§ Supplied records:
★ ★ ★ ★ ★ ★ ★

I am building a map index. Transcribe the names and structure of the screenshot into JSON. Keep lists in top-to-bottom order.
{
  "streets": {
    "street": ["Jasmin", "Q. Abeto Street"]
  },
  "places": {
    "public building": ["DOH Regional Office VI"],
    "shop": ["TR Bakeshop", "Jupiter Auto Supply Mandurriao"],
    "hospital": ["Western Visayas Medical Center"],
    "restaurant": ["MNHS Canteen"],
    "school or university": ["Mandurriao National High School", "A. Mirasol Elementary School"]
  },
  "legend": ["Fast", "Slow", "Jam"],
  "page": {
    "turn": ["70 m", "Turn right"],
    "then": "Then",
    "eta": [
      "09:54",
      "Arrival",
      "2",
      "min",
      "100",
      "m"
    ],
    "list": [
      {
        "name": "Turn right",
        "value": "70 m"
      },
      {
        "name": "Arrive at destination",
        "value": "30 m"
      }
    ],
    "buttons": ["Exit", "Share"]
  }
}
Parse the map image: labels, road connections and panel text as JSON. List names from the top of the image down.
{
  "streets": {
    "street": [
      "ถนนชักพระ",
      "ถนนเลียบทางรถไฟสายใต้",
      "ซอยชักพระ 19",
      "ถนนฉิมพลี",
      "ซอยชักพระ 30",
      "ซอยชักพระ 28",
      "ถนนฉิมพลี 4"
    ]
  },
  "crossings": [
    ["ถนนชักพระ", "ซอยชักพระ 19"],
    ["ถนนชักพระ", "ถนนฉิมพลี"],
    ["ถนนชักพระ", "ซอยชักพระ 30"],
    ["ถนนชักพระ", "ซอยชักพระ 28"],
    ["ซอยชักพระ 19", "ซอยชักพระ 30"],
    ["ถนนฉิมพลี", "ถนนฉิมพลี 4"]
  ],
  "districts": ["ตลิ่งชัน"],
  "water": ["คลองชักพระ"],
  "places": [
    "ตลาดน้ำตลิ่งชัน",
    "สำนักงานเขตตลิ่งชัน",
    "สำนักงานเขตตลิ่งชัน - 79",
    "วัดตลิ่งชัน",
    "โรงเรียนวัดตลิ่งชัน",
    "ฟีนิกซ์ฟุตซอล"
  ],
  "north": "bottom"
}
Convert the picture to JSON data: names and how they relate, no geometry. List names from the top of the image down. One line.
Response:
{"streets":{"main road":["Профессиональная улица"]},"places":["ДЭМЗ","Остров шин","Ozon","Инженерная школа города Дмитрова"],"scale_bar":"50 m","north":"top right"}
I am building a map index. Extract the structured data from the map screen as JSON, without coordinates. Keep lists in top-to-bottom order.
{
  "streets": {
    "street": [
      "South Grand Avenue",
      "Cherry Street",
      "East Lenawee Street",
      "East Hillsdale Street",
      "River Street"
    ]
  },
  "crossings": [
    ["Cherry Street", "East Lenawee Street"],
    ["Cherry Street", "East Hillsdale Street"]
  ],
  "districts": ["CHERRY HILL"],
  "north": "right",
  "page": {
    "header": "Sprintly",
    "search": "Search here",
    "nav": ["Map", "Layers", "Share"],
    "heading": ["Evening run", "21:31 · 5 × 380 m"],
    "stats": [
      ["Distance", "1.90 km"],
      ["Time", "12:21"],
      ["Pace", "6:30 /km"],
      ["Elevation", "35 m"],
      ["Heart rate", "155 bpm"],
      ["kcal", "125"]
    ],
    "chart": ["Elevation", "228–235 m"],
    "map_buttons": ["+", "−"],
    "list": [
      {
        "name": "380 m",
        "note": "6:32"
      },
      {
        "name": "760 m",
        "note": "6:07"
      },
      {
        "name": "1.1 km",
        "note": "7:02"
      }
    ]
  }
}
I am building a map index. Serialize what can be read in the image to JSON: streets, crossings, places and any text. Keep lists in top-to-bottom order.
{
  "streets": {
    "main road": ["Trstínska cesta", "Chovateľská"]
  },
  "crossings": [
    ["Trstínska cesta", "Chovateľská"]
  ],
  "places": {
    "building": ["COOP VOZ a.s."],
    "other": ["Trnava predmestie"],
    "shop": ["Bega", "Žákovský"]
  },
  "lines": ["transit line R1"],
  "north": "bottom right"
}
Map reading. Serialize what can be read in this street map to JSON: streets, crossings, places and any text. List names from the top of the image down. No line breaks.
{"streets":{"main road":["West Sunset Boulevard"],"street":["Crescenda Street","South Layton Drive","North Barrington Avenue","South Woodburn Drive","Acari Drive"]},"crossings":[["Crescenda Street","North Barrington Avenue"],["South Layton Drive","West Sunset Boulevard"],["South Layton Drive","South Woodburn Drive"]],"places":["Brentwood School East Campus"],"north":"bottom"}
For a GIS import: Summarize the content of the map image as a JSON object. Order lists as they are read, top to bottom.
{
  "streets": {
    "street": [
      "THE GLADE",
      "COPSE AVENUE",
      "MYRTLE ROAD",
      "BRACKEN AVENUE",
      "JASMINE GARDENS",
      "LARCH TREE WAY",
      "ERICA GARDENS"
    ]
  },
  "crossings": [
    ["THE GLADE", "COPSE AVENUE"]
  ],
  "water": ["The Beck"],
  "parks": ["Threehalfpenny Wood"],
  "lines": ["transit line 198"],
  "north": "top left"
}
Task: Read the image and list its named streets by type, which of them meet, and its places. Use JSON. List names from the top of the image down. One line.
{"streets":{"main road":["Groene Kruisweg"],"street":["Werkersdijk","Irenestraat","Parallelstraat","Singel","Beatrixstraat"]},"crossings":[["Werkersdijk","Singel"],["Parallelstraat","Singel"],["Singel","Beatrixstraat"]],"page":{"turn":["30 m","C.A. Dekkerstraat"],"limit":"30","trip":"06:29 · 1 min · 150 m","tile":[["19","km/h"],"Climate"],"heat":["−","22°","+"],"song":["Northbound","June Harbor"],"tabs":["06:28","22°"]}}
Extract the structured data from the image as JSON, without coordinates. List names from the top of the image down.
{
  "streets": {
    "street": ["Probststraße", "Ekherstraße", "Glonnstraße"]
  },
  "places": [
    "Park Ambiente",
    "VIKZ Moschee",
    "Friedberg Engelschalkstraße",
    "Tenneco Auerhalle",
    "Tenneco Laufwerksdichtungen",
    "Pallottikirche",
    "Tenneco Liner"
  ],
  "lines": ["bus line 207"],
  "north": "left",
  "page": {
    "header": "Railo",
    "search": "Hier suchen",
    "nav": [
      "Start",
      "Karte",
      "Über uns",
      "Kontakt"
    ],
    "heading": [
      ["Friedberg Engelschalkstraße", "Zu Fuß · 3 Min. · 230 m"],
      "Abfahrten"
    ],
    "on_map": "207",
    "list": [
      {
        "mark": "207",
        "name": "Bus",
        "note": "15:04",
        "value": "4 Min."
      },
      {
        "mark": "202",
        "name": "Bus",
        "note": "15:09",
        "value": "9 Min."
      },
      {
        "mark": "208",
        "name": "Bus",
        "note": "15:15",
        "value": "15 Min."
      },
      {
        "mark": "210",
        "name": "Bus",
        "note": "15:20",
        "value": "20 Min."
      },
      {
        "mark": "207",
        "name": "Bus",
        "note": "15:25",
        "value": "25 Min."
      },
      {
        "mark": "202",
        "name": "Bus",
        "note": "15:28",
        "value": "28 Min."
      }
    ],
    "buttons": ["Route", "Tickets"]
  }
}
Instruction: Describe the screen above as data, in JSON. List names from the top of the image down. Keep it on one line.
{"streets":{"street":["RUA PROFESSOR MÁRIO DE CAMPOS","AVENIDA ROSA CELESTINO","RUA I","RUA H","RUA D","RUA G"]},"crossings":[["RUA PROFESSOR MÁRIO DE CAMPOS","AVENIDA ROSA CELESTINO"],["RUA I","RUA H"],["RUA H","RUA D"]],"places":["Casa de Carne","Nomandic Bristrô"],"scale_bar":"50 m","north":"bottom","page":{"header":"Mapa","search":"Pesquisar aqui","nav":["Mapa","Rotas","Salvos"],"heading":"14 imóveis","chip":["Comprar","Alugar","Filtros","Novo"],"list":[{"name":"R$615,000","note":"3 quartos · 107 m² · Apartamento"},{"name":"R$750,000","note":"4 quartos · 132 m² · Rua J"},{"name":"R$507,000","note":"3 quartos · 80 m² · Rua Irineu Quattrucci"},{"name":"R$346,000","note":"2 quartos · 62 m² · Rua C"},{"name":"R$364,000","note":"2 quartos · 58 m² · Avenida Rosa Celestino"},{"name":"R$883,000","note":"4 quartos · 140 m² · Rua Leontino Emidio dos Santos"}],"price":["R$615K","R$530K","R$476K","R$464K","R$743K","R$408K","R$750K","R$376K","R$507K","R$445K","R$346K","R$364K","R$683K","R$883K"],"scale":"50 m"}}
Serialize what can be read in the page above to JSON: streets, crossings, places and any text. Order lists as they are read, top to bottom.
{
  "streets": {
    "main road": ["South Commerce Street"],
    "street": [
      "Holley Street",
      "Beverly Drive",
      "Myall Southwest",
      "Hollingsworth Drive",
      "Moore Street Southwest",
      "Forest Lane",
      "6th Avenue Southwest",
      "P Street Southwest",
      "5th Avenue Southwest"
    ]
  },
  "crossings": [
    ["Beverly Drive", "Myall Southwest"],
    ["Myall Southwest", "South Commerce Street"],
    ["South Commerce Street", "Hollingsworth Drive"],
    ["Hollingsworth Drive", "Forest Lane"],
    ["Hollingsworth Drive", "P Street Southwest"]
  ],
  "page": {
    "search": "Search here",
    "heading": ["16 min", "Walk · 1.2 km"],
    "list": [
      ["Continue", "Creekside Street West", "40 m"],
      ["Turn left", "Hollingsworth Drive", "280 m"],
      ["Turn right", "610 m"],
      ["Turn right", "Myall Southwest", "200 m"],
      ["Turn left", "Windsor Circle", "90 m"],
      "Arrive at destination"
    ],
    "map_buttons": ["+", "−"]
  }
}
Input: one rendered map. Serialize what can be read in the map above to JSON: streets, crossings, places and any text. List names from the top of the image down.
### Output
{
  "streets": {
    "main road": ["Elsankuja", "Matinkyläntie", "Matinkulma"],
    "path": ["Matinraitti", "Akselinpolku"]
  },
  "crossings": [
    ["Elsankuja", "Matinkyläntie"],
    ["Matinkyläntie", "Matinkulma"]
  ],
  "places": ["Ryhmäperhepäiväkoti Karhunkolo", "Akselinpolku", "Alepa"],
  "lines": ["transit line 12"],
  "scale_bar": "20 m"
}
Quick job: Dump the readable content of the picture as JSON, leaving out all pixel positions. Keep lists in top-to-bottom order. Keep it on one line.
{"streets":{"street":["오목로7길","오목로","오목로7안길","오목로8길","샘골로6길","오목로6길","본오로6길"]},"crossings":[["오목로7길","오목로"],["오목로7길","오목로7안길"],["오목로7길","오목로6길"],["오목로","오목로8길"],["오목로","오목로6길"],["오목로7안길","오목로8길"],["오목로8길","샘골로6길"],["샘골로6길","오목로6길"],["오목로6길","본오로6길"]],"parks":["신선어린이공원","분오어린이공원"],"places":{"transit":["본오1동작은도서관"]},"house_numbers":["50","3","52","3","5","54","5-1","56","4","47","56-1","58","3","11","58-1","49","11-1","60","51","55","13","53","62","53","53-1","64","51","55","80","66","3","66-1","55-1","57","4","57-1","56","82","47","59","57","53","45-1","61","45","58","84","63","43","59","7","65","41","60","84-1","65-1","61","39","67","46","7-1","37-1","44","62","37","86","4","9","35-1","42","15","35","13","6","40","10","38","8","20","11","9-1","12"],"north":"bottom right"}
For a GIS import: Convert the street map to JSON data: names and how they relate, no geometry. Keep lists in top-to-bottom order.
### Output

★ ★ ★ ★ ★ ★ ★

§ Exercise aim: Retrieve all lines from the data that contain the string "Convert".

§ Result for this exercise:
Convert the picture to JSON data: names and how they relate, no geometry. List names from the top of the image down. One line.
For a GIS import: Convert the street map to JSON data: names and how they relate, no geometry. Keep lists in top-to-bottom order.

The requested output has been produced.